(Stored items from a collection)
......

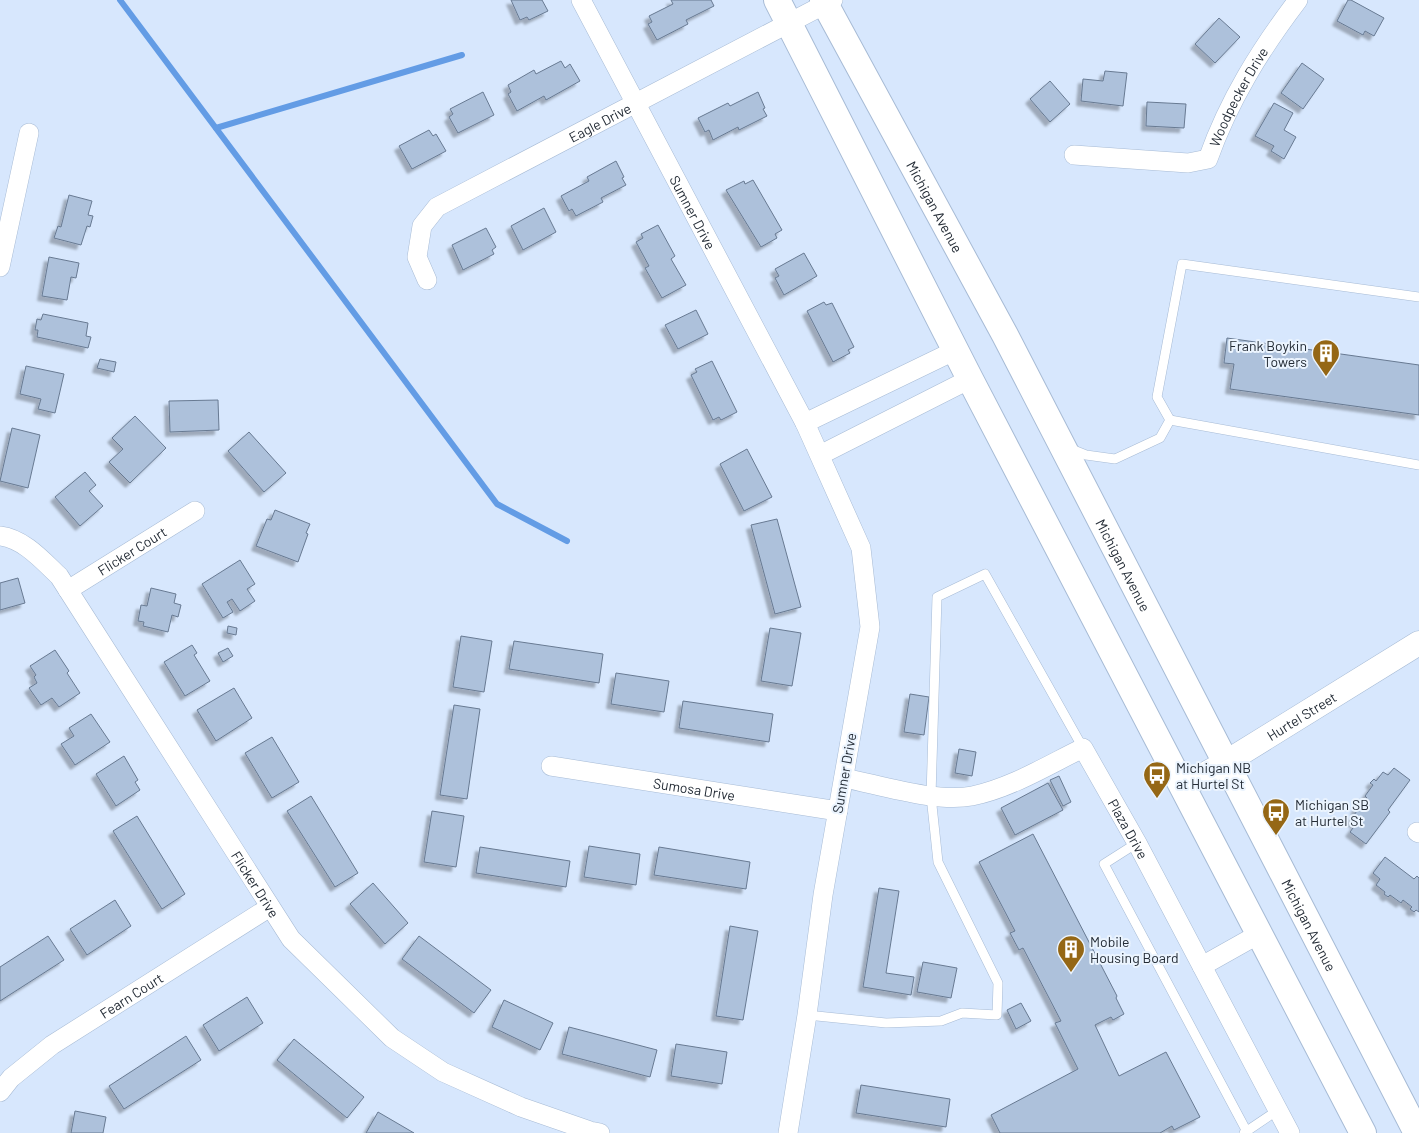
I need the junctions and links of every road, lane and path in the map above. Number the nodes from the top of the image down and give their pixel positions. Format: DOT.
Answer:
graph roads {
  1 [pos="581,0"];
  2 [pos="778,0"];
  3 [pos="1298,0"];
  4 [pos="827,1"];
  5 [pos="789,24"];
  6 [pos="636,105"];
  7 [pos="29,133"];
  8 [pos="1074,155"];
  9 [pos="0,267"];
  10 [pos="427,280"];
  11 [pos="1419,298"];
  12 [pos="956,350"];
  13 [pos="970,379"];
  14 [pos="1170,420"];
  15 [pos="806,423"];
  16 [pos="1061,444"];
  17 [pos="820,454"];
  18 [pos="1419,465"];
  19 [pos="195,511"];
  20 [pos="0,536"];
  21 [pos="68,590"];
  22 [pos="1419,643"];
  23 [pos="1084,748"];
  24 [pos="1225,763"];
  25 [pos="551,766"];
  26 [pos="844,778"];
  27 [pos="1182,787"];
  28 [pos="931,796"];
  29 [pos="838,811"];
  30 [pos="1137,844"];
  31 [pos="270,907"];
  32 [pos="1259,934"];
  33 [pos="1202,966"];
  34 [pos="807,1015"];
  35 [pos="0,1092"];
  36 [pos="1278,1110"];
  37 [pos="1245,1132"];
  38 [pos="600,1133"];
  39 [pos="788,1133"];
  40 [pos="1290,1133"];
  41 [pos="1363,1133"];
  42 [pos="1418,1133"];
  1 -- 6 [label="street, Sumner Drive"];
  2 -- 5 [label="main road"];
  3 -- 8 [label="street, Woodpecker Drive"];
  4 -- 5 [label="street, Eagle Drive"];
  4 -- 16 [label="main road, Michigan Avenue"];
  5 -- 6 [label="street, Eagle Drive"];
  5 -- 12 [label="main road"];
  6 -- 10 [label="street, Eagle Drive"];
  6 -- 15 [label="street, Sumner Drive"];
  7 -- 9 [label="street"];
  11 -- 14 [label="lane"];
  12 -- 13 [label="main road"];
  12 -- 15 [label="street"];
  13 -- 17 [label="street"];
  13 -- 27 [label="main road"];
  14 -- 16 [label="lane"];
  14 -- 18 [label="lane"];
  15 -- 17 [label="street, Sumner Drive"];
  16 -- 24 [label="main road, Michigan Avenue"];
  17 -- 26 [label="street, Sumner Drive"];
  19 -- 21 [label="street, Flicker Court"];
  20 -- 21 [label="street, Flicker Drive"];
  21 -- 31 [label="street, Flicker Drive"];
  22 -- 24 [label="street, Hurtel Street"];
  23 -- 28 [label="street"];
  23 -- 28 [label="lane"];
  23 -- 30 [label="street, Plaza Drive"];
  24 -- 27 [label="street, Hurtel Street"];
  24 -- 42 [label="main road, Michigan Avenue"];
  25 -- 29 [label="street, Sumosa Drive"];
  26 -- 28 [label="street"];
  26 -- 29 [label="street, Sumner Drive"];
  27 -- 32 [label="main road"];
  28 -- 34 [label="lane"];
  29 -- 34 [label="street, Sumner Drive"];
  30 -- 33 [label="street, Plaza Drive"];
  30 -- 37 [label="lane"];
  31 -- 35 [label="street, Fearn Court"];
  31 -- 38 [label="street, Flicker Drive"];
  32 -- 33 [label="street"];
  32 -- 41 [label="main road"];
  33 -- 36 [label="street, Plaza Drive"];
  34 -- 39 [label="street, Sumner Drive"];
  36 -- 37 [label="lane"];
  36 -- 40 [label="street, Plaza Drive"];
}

......

• _EXERCISE AIM_
When a line of the records has the word "Michigan", pick it out and copy it.

• _ANSWER SECTION_
  4 -- 16 [label="main road, Michigan Avenue"];
  16 -- 24 [label="main road, Michigan Avenue"];
  24 -- 42 [label="main road, Michigan Avenue"];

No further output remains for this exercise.